Mas o que parece uma vida perfeita para quem vê de fora não passa de uma representação em que ela tem que fingir ser uma mulher sem defeitos, sobre constantes cobranças do marido e de seus sogros. Presa em um ciclo de infelicidade, ela encontra uma maneira de voltar ao controle sobre si mesma de uma maneira doentia e autodestrutiva: começa a engolir objetos bizarros que encontra pela casa, como uma pilha e um alfinete.

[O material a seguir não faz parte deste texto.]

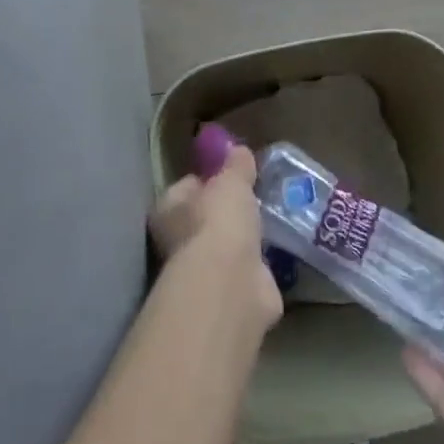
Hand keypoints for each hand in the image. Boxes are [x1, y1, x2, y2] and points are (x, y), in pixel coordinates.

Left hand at [150, 144, 282, 329]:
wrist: (231, 283)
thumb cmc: (219, 221)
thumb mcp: (231, 181)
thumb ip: (235, 166)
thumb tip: (238, 150)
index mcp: (168, 210)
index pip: (187, 187)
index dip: (209, 178)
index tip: (233, 172)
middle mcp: (178, 242)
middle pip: (205, 218)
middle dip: (228, 210)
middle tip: (256, 196)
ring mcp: (203, 270)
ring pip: (226, 245)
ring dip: (244, 237)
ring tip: (271, 220)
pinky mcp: (229, 292)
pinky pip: (245, 269)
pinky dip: (257, 263)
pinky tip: (276, 251)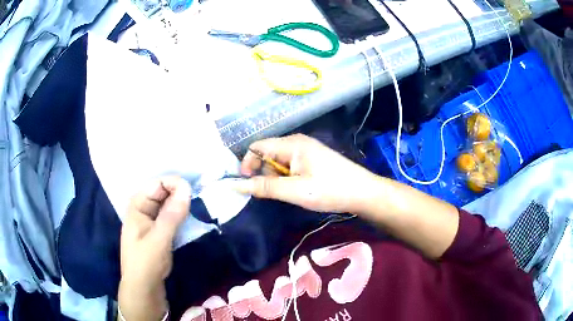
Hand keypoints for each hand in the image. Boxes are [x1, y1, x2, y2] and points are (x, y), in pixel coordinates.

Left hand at [118, 177, 190, 320]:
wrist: (144, 287)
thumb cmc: (146, 263)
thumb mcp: (159, 239)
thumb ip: (172, 214)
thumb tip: (187, 187)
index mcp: (137, 205)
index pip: (157, 183)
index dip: (175, 184)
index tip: (193, 192)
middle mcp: (143, 208)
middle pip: (163, 192)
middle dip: (179, 194)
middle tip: (198, 200)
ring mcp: (150, 219)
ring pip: (168, 204)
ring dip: (181, 205)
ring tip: (196, 207)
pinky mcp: (158, 230)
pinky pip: (170, 216)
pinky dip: (180, 215)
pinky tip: (189, 217)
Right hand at [234, 134, 376, 212]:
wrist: (362, 193)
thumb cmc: (330, 190)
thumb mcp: (295, 191)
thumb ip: (265, 187)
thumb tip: (236, 185)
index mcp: (291, 144)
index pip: (257, 147)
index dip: (247, 164)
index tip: (247, 184)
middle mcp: (297, 143)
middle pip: (267, 154)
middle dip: (264, 174)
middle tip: (277, 192)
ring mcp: (306, 151)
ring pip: (278, 162)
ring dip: (277, 178)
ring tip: (292, 192)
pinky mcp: (312, 160)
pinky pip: (290, 166)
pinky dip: (288, 178)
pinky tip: (299, 189)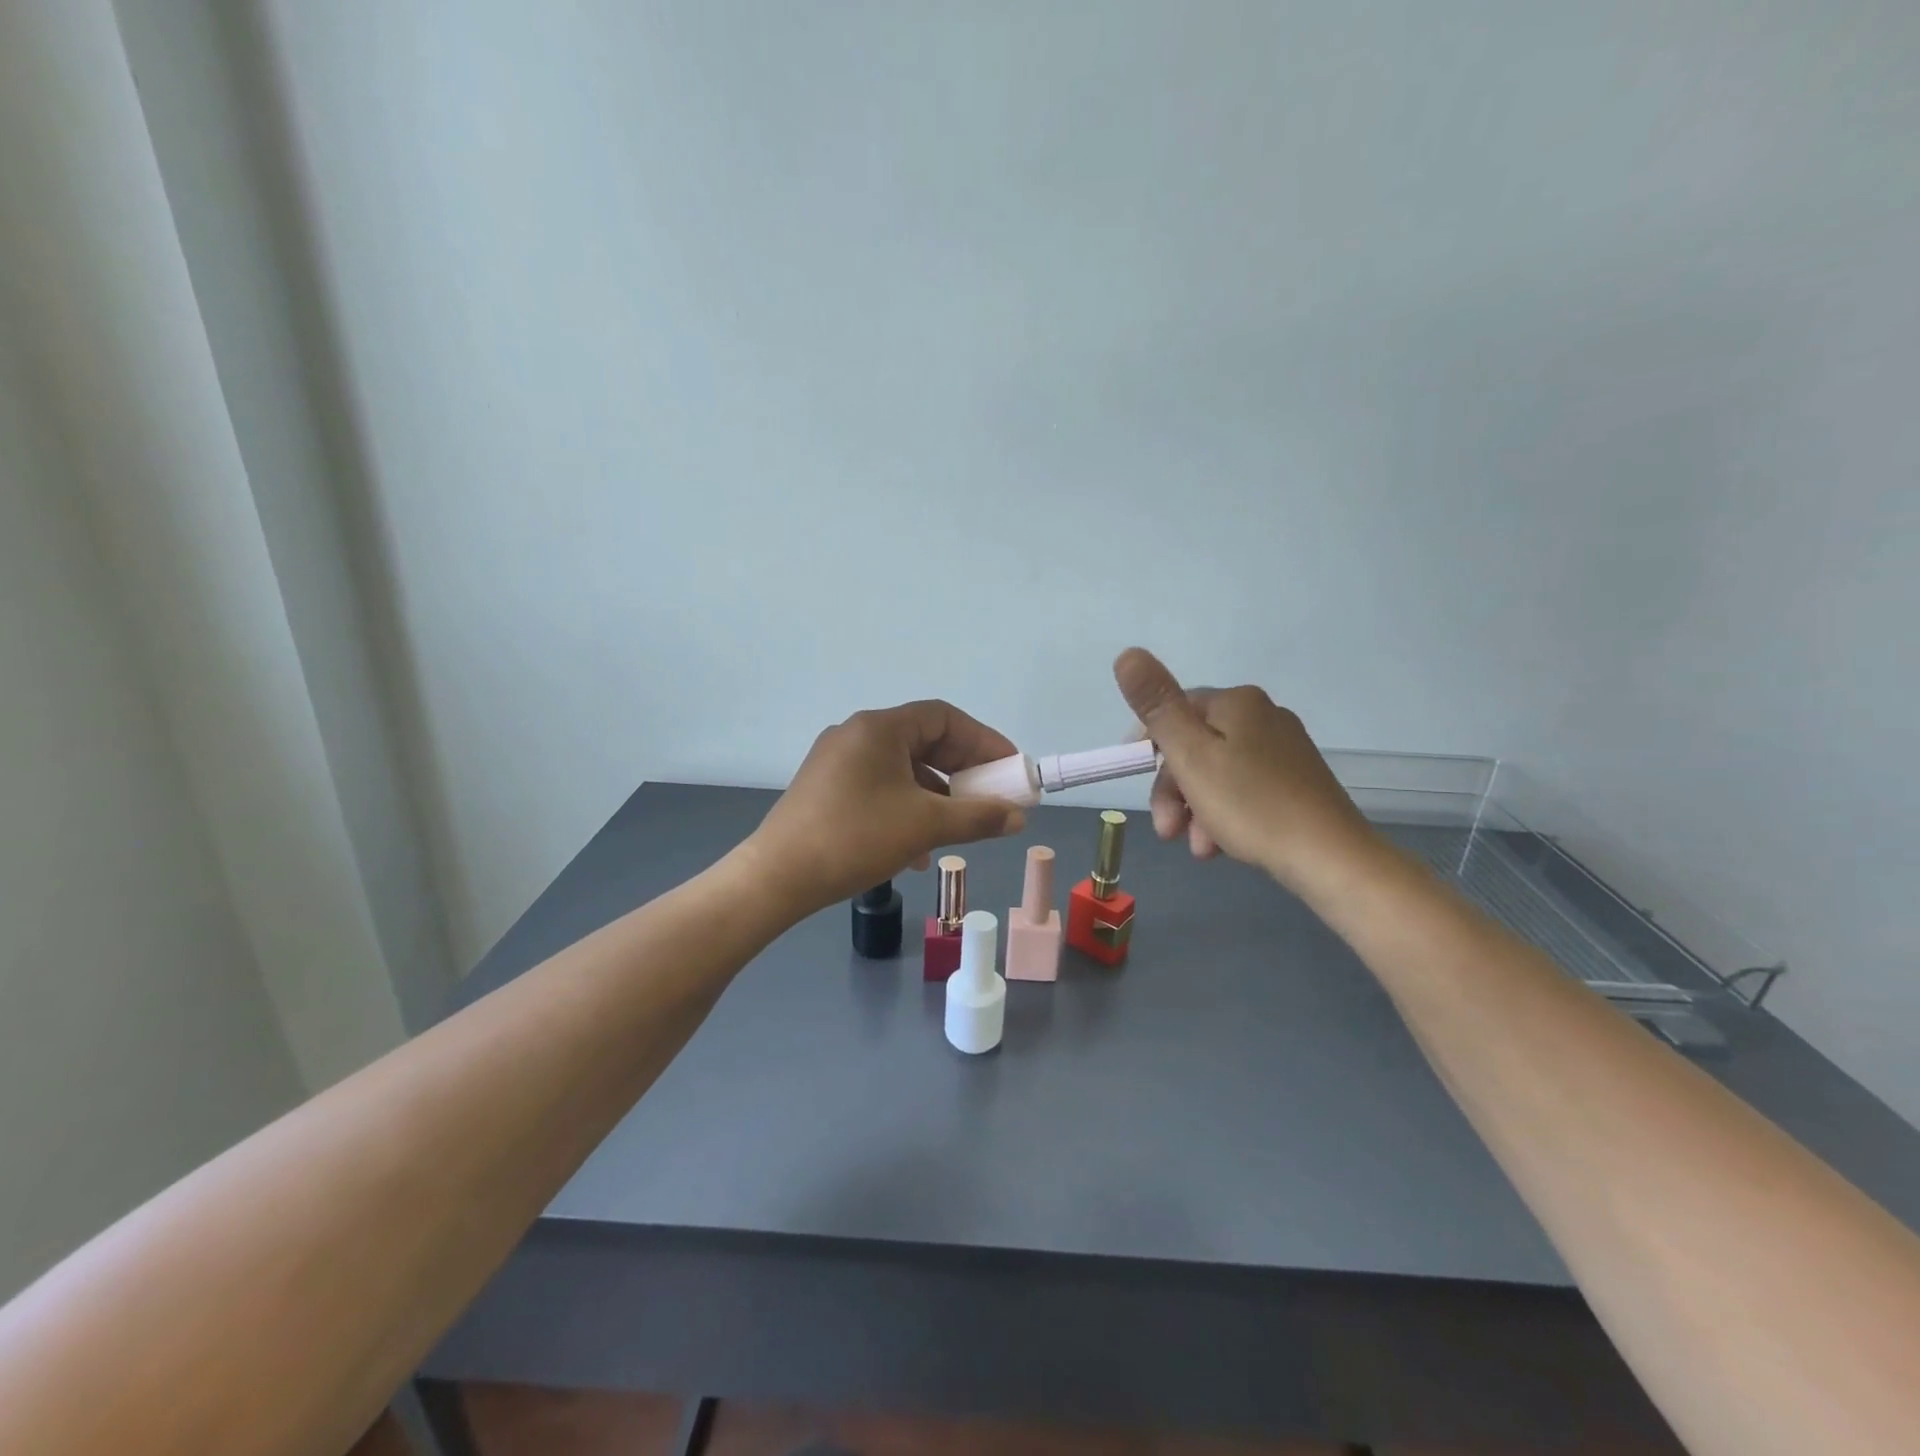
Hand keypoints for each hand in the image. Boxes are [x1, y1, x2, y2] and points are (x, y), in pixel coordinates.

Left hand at [749, 700, 1028, 911]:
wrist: (778, 877)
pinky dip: (906, 808)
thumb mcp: (925, 826)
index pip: (944, 717)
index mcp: (879, 728)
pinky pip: (880, 787)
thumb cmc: (856, 838)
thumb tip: (1018, 816)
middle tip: (990, 797)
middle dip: (962, 771)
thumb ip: (978, 817)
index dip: (983, 740)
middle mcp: (856, 734)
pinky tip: (917, 849)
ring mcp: (837, 762)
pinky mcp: (826, 789)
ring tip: (957, 828)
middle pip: (923, 741)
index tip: (1008, 767)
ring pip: (902, 769)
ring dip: (936, 795)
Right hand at [1114, 647, 1381, 899]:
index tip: (1135, 779)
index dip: (1148, 744)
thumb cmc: (1251, 804)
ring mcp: (1283, 751)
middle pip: (1195, 746)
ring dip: (1195, 809)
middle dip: (1173, 790)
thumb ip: (1157, 705)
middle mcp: (1262, 717)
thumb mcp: (1191, 755)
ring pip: (1216, 774)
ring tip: (1199, 847)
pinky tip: (1221, 845)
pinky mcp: (1296, 783)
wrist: (1330, 857)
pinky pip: (1243, 791)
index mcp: (1237, 703)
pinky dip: (1224, 815)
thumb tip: (1126, 654)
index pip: (1174, 710)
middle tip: (1168, 830)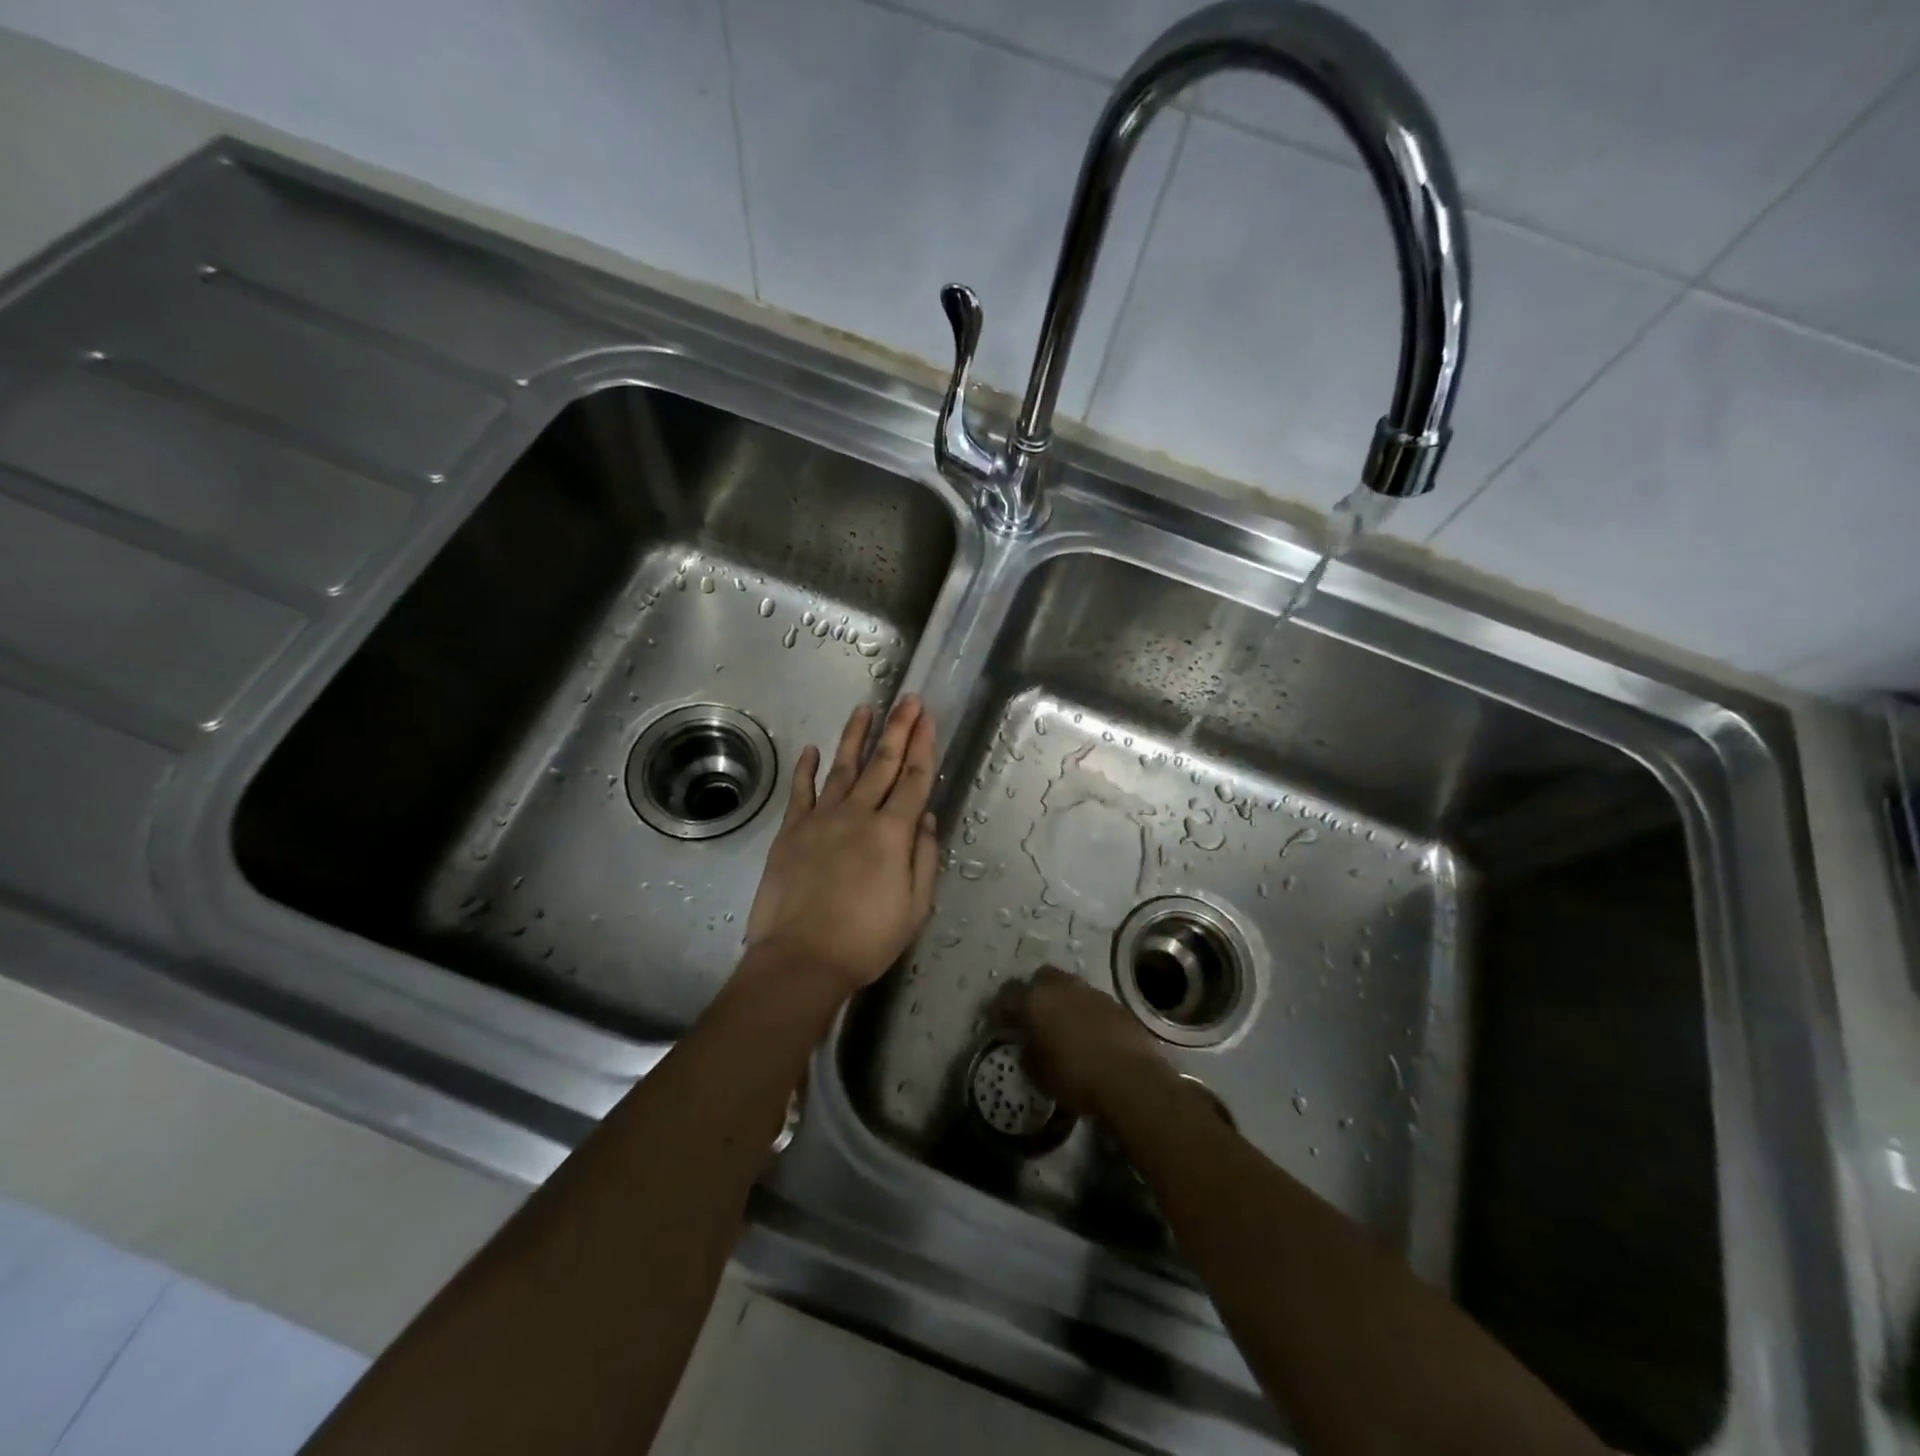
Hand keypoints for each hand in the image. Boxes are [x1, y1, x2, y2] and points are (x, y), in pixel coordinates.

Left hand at [744, 697, 939, 997]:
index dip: (923, 746)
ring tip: (866, 709)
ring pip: (843, 767)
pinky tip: (812, 750)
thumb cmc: (866, 939)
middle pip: (882, 763)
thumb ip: (923, 857)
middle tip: (908, 699)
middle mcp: (858, 814)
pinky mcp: (792, 831)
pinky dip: (806, 769)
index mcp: (892, 832)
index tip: (928, 719)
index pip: (913, 779)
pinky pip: (801, 791)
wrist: (802, 958)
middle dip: (898, 728)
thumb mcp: (915, 907)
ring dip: (855, 736)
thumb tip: (924, 816)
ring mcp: (821, 819)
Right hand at [1002, 966, 1168, 1116]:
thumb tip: (1028, 1047)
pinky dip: (1084, 1010)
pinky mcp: (1114, 1002)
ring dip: (1061, 999)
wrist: (1129, 1077)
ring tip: (1062, 1024)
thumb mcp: (1039, 1074)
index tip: (999, 1021)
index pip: (1007, 994)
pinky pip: (1090, 1000)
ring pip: (1067, 985)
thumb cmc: (1075, 1077)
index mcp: (1034, 1001)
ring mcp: (1089, 991)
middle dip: (1033, 992)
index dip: (1000, 1008)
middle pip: (1040, 978)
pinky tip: (1087, 1032)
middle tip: (1032, 1016)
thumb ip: (1028, 1055)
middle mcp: (1060, 987)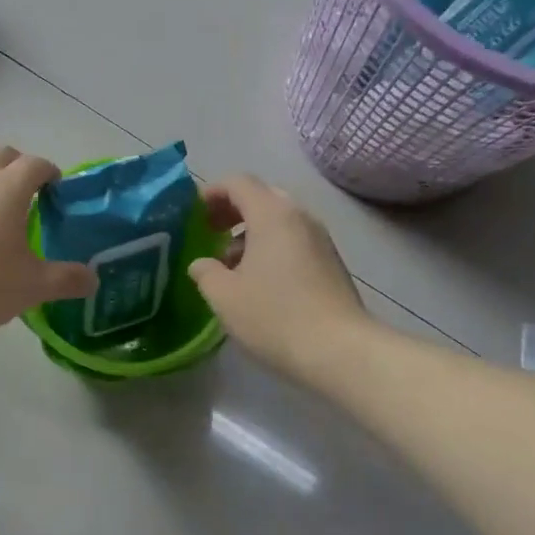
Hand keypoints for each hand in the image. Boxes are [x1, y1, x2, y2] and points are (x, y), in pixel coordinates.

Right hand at [187, 175, 368, 383]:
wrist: (340, 351)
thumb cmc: (275, 317)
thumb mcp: (224, 296)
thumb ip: (205, 271)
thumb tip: (202, 263)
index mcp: (272, 214)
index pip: (238, 182)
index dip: (212, 193)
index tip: (193, 215)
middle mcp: (300, 217)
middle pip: (261, 196)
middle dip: (232, 210)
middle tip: (210, 233)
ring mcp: (320, 239)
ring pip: (279, 220)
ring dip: (251, 232)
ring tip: (231, 264)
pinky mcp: (331, 262)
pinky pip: (294, 240)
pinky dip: (271, 247)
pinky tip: (259, 281)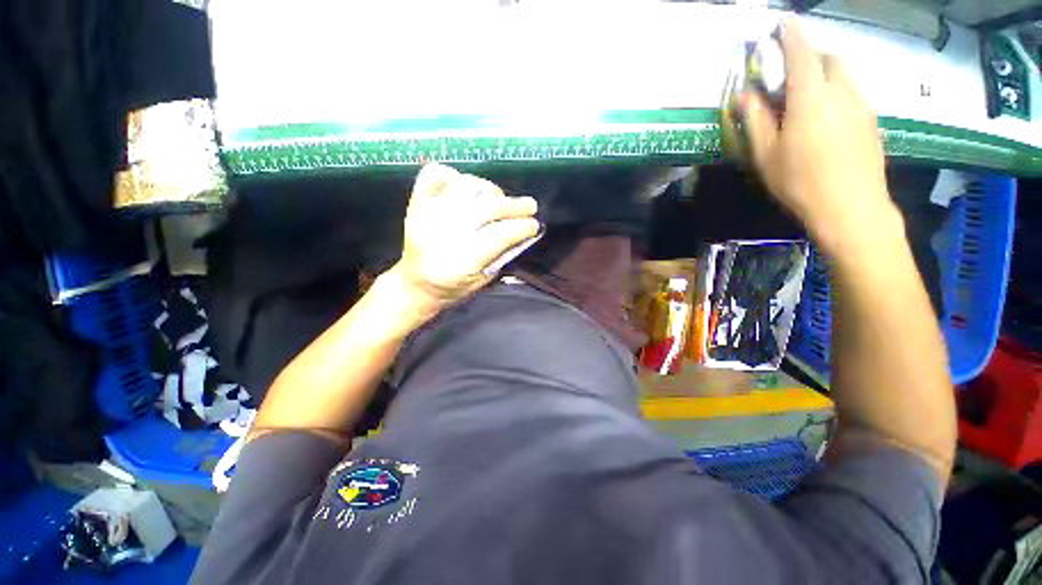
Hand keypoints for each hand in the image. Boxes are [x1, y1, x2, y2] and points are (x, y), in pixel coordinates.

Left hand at [390, 163, 539, 315]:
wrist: (414, 285)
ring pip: (466, 187)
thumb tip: (524, 230)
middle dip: (514, 206)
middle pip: (485, 208)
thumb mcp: (483, 281)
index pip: (498, 235)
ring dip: (490, 191)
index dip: (521, 227)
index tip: (534, 225)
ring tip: (500, 200)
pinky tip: (468, 188)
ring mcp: (426, 214)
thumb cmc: (452, 289)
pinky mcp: (416, 203)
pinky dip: (455, 176)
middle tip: (530, 206)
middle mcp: (442, 234)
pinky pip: (436, 174)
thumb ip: (503, 254)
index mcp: (460, 262)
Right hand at [742, 19, 900, 254]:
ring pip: (844, 75)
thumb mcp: (766, 155)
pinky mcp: (872, 121)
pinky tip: (827, 118)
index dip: (791, 34)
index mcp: (811, 98)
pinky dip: (838, 93)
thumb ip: (755, 120)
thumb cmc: (800, 183)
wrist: (851, 208)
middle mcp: (841, 92)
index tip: (782, 22)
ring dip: (825, 74)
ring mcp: (861, 105)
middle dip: (810, 56)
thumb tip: (743, 95)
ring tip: (808, 97)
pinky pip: (853, 93)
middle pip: (828, 58)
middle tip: (791, 73)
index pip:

A tensão é constante ao longo de toda a trama.
Swallow me lembrou, de certa maneira, o maravilhoso Gone Girl, que mostra a desconstrução da “mulher perfeita”. Em vários momentos a Hunter também me lembrou a Betty Draper, de Mad Men: uma mulher que, à primeira vista, atende a todos os padrões de beleza e parece viver um casamento perfeito, além de ser doce, paciente e delicada como uma boneca de porcelana… mas, ao longo da história (assim como Betty em Mad Men), descobrimos as diferentes camadas que compõe e complexificam Hunter para além do seu rosto bonito.